I'm an avid student of the intersection of Search and the Social Graph and can't help thinking the next generation of Search will probably come from this crossbreeding. Maybe the next generation of Google-caliber intent harvesting will follow?
Some of my recent thoughts on the topic:
Docs are Old School, We Need PageRank for People
http://bit.ly/128U9V
1. Do you have a reference for the statement?
2. Do you see the Internet as just another medium?
I believe we will continue to explore new ways to create, capture and monetize ideas the next 15 years. One thing to remember is that not all online businesses need to be Google or Facebook size. As the Internet increasingly enables business models with low cost structures, many profitable models will occur further down the tail, perhaps not showing up on the Google and Facebook radar.
Anders
The Business Model Database
agree. but while the money used to come at the expense of traditional advertising budgets, we are likely to start seeing one tech giant make money at the expense of another tech giant, rather than old media. afterall, that money that's following has to come from somewhere, not an infinite bucket of ad dollars :) fun times!!
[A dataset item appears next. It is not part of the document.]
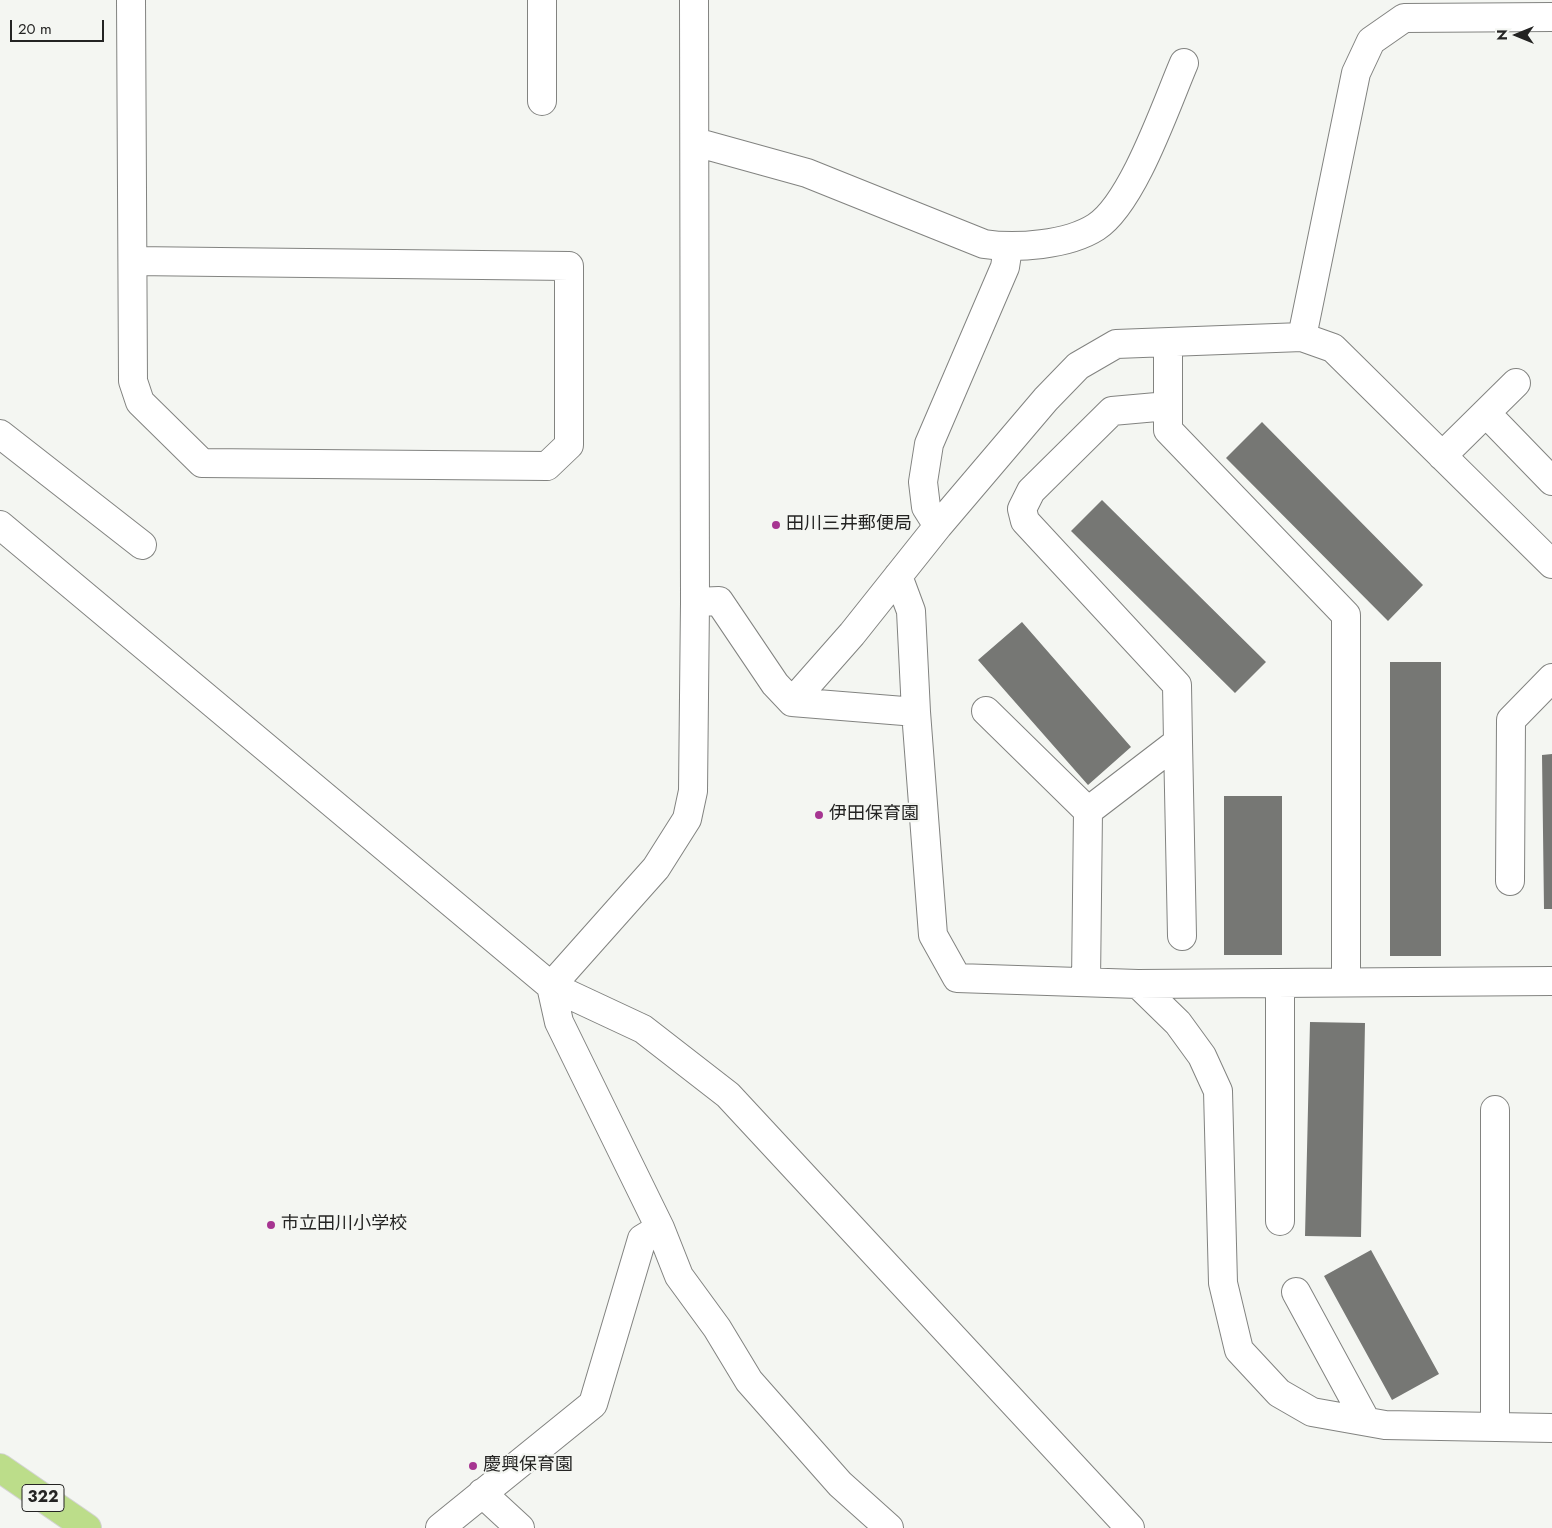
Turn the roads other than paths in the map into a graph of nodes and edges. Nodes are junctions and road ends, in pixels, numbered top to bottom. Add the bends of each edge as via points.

Location: "where people spend time" as you mentioned. In many cases that is not on twitter's property, but rather 3rd party clients.
Intent: You have brought this up a few times recently and it is key. I go on google with an intent. Twitter runs in the background and I rarely have a transactional or monetizable intent there.
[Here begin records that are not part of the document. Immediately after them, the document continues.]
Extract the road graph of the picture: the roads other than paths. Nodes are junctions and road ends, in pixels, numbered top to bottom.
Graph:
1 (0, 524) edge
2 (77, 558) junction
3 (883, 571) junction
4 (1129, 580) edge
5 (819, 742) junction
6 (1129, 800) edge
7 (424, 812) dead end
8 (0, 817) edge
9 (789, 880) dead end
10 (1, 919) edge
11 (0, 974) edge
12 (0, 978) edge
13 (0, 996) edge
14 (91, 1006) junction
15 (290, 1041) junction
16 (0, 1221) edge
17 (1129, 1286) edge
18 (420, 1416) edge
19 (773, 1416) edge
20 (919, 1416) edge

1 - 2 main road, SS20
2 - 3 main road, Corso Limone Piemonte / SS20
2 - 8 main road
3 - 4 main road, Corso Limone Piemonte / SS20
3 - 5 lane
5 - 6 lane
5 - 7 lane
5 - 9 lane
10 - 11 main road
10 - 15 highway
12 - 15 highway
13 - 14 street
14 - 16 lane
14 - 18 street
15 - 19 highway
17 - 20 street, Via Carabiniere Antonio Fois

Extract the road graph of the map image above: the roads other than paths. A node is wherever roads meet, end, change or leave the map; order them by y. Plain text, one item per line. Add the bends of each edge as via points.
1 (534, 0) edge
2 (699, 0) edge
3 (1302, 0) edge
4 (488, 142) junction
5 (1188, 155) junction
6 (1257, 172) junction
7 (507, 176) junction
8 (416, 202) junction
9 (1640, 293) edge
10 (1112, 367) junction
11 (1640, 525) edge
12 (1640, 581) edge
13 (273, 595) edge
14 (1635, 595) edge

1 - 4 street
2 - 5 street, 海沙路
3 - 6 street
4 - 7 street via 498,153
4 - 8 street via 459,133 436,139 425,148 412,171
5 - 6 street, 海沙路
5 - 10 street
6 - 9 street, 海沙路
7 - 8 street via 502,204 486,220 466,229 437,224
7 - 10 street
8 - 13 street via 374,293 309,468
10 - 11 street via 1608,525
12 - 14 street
We should not confuse a big user base and activity with monetizable traction. I am sure they'll make money. Not sure they'll ever make GOOG size money. Nor am I sure that the revenue potential could justify the capital they have raised or the valuations they have received.
As allways, a pleasure reading you.
Let's put it this way: I'm an art student. In traditional critique language, is this post 2d (because it appears on a flat screen) or 4d (because there will be time delays with any response)?
Next, is this world a medium of images- there are lots of images here? Text- lots of text? Where does code fit in?
How fully realized are you, and how fully plastic are you here?
Where are individuals, particularly average non-techie webbie whatever individuals conception of home on the internet? How about work on the internet? Is there a difference? What if there isn't? What if there is? How do we perceive the tools we use to access it?
We've barely grappled with these questions. (I do my fare share of reading.) Once we start attacking at the idea of people and internet and space and how we intermix these ideas, we'll have a variety of new ways to rethink a whole lot of these models.
In the meantime- where is my front door on the internet?